ASSIGNMENT
Select the lines below containing the word "main".

MATERIAL FOR THE TASK
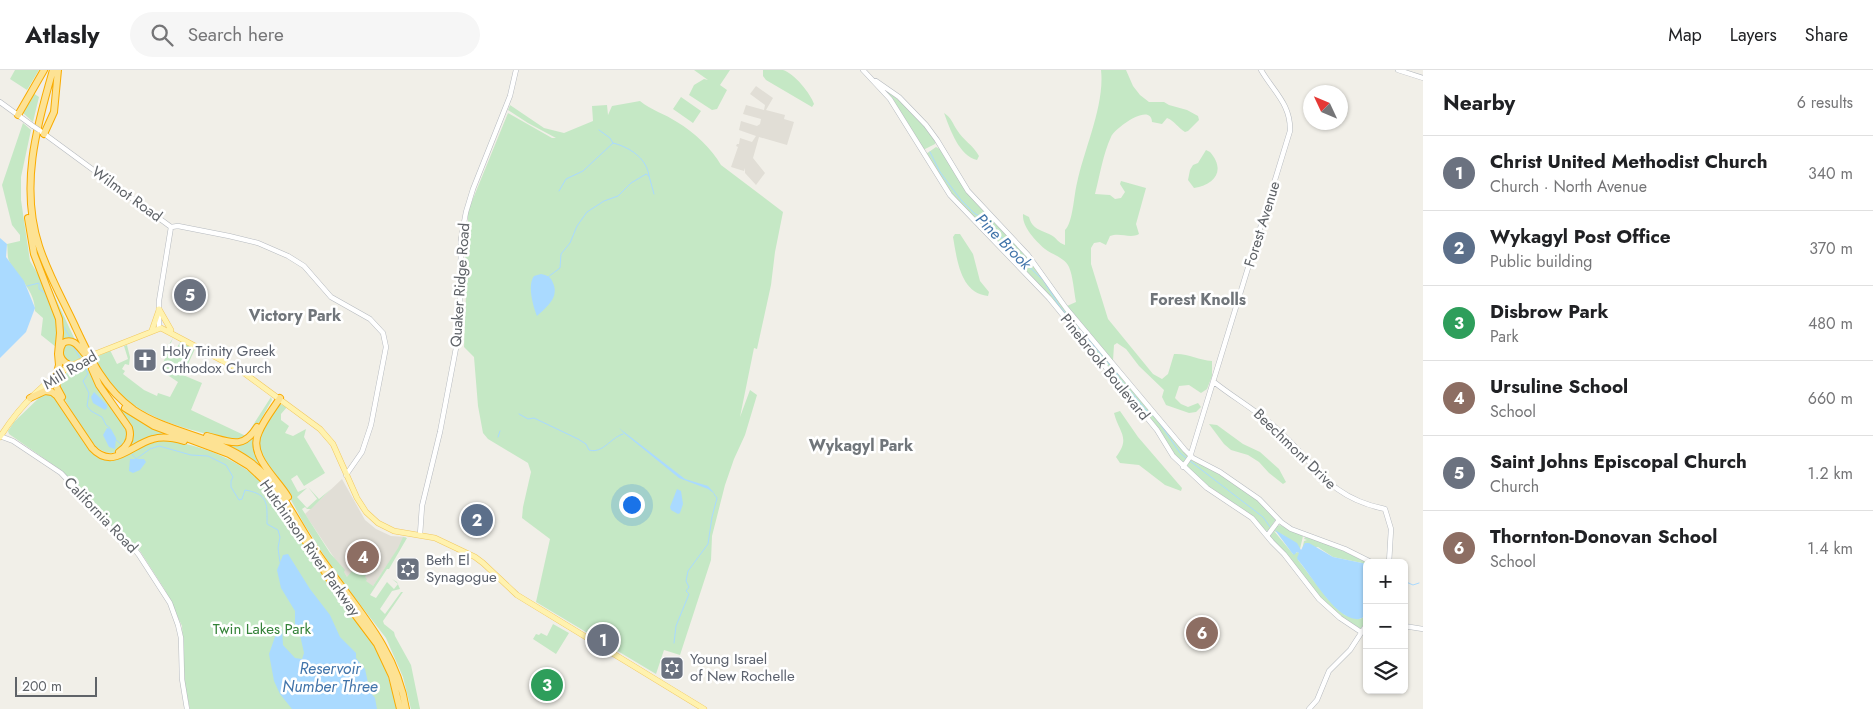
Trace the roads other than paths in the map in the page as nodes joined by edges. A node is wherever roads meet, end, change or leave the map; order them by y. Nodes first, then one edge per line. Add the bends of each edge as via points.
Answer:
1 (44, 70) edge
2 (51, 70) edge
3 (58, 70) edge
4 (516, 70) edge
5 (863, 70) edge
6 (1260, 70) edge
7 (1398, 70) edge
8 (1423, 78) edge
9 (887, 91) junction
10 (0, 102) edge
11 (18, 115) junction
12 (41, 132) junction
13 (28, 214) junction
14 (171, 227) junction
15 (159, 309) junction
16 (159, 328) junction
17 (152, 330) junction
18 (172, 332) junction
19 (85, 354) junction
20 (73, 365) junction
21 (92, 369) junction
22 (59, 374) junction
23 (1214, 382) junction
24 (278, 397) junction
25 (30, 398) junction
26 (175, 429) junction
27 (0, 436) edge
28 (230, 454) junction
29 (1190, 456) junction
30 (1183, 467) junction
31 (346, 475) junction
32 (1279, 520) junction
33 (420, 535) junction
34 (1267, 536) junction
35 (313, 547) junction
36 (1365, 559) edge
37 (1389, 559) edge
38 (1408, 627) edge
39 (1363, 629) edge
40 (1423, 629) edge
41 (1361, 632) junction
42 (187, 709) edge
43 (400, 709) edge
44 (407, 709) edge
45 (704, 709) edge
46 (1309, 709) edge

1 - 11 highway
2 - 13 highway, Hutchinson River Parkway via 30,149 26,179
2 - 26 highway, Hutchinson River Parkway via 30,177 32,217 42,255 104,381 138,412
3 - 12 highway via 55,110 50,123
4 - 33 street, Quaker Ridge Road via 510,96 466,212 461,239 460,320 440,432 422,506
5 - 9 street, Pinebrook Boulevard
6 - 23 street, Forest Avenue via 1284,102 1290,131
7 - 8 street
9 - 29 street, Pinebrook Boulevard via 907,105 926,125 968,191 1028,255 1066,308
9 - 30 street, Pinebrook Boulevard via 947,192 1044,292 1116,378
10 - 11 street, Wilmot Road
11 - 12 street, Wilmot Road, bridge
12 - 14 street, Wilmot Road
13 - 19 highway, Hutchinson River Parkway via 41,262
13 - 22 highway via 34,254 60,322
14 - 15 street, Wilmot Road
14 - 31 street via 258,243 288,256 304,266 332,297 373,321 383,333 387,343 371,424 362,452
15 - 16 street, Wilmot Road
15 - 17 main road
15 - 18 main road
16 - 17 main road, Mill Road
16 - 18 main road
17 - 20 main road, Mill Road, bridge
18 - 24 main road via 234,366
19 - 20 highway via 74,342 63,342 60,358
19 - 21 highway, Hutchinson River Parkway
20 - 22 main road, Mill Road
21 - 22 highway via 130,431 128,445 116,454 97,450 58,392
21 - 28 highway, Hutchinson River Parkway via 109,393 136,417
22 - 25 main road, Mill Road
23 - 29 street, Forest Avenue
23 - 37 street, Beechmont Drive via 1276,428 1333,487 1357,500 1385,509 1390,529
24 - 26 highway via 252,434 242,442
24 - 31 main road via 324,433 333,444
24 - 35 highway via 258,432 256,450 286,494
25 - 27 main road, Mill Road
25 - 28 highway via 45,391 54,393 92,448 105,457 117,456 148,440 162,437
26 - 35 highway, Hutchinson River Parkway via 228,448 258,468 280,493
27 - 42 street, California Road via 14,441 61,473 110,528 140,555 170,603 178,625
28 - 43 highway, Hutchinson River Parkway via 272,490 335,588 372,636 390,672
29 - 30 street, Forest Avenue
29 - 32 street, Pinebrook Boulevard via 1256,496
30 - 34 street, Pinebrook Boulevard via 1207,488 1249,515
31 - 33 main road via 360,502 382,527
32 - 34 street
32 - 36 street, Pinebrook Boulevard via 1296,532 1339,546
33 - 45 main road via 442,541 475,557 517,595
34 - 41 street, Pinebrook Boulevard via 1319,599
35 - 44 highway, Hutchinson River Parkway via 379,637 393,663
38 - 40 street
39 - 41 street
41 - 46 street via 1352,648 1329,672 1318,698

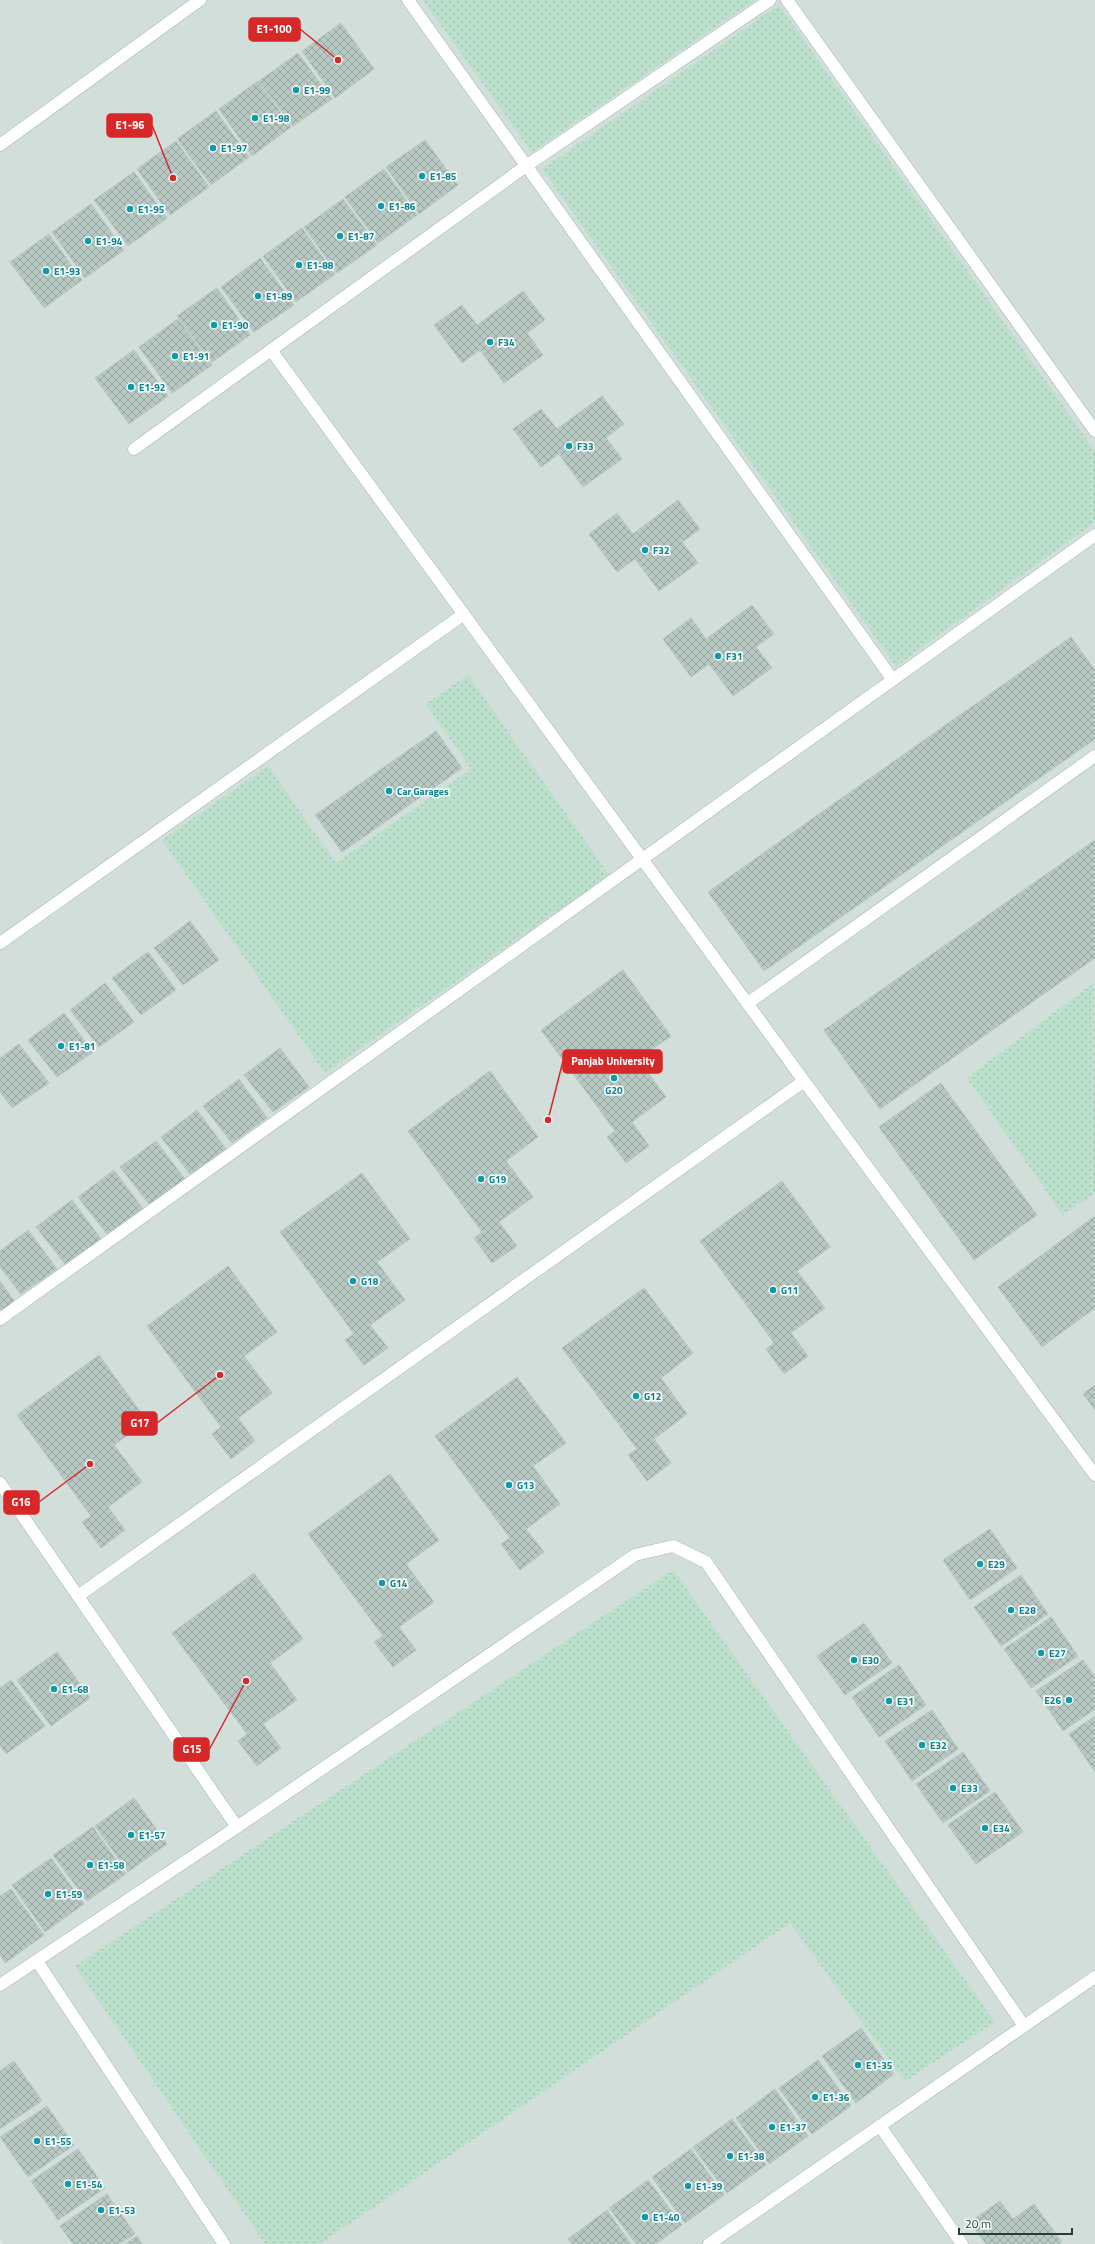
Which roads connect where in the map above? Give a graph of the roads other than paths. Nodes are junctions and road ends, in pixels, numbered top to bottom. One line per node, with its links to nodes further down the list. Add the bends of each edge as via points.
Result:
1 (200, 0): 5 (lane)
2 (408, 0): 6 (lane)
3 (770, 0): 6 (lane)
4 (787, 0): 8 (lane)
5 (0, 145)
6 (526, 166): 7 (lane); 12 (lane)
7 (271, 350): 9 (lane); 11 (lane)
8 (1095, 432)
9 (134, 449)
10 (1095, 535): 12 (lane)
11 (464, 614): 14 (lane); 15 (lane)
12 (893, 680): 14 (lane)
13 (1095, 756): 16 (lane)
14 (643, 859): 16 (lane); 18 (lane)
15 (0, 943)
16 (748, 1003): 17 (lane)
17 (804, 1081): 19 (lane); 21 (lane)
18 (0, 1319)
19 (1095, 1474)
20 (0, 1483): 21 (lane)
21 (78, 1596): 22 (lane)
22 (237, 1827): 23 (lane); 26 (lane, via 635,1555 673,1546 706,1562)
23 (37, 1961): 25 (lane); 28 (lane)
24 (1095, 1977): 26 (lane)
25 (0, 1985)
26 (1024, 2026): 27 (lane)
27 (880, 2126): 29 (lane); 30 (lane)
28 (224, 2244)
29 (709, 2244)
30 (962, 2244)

ANSWER
15 - 17 main road
15 - 18 main road
16 - 17 main road, Mill Road
16 - 18 main road
17 - 20 main road, Mill Road, bridge
18 - 24 main road via 234,366
20 - 22 main road, Mill Road
22 - 25 main road, Mill Road
24 - 31 main road via 324,433 333,444
25 - 27 main road, Mill Road
31 - 33 main road via 360,502 382,527
33 - 45 main road via 442,541 475,557 517,595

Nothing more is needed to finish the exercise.